The Stanford research suggested that three molecules—EN-RAGE, TNFSF14, and oncostatin-M—“correlated with disease and increased bacterial products in human plasma” of COVID-19 patients.
“Our multiplex analysis of plasma cytokines revealed enhanced levels of several proinflammatory cytokines and a strong association of the inflammatory mediators EN-RAGE, TNFSF14, and OSM with clinical severity of the disease,” the scientists wrote in Science.
Pulendran hypothesized that the molecules originated in patients’ lungs, which was the infection site.
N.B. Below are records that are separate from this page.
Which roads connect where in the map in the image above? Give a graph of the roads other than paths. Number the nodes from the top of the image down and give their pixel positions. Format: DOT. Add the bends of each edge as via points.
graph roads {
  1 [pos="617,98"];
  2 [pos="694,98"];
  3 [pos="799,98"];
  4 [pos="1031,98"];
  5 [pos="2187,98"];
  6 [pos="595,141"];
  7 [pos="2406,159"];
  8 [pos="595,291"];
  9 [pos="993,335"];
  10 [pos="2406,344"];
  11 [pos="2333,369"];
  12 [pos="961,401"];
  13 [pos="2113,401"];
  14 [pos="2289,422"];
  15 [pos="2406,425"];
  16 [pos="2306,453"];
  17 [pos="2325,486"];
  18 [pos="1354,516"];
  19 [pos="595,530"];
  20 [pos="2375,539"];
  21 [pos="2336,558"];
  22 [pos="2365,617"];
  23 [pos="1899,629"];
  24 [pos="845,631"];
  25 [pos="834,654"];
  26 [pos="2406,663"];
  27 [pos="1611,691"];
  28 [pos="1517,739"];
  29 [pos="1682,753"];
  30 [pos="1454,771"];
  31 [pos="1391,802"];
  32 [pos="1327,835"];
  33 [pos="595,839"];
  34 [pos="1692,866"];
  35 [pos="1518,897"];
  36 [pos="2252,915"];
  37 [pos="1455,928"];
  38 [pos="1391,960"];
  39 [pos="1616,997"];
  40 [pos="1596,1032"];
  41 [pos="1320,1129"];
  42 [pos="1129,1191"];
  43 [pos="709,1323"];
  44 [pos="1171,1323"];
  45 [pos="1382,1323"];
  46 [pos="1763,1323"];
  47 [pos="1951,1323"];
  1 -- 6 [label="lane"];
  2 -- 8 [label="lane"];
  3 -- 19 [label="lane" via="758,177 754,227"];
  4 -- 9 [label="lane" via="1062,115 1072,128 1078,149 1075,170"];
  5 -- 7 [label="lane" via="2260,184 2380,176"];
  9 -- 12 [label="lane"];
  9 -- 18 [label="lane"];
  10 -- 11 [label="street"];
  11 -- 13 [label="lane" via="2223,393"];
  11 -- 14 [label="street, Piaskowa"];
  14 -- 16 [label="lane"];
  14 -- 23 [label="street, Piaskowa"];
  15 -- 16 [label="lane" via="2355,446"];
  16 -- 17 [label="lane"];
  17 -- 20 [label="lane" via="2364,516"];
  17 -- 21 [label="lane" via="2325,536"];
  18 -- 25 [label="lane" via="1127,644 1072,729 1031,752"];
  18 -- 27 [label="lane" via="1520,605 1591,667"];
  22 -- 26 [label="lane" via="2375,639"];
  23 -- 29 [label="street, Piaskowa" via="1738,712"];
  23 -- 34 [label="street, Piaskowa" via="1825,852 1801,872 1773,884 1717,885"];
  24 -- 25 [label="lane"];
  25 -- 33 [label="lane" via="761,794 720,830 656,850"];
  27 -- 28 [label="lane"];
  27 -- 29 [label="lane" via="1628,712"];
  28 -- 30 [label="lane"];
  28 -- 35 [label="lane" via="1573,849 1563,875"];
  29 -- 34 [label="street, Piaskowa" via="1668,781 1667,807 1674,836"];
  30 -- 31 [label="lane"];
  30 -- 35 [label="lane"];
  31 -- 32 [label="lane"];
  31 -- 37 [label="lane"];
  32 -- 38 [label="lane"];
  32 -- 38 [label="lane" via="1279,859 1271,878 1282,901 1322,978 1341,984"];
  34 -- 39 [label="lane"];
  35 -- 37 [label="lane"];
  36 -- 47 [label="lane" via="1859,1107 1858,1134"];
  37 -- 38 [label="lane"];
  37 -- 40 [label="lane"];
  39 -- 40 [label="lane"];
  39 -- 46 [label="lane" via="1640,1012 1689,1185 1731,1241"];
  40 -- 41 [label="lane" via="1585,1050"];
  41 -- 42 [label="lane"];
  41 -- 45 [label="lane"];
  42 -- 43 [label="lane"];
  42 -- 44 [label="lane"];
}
“These findings reveal how the immune system goes awry during coronavirus infections, leading to severe disease and point to potential therapeutic targets,” Pulendran said in the news release, adding, “These three molecules and their receptors could represent attractive therapeutic targets in combating COVID-19.”
Clinical Laboratories May Do More Testing of Asymptomatic People
The research continues. In a televised news conference, President Trump said COVID-19 testing plays an important role in “preventing transmission of the virus.” Clearly this is true and learning why some people who are infected experience little or no symptoms may be key to defeating COVID-19.
Thus, as the nation reopens, clinical laboratories may want to find ways to offer COVID-19 testing beyond hospitalized symptomatic patients and people who show up at independent labs with doctors’ orders. As supplies permit, laboratory managers may want to partner with providers in their communities to identify people who are asymptomatic and appear to be well, but who may be transmitting the coronavirus.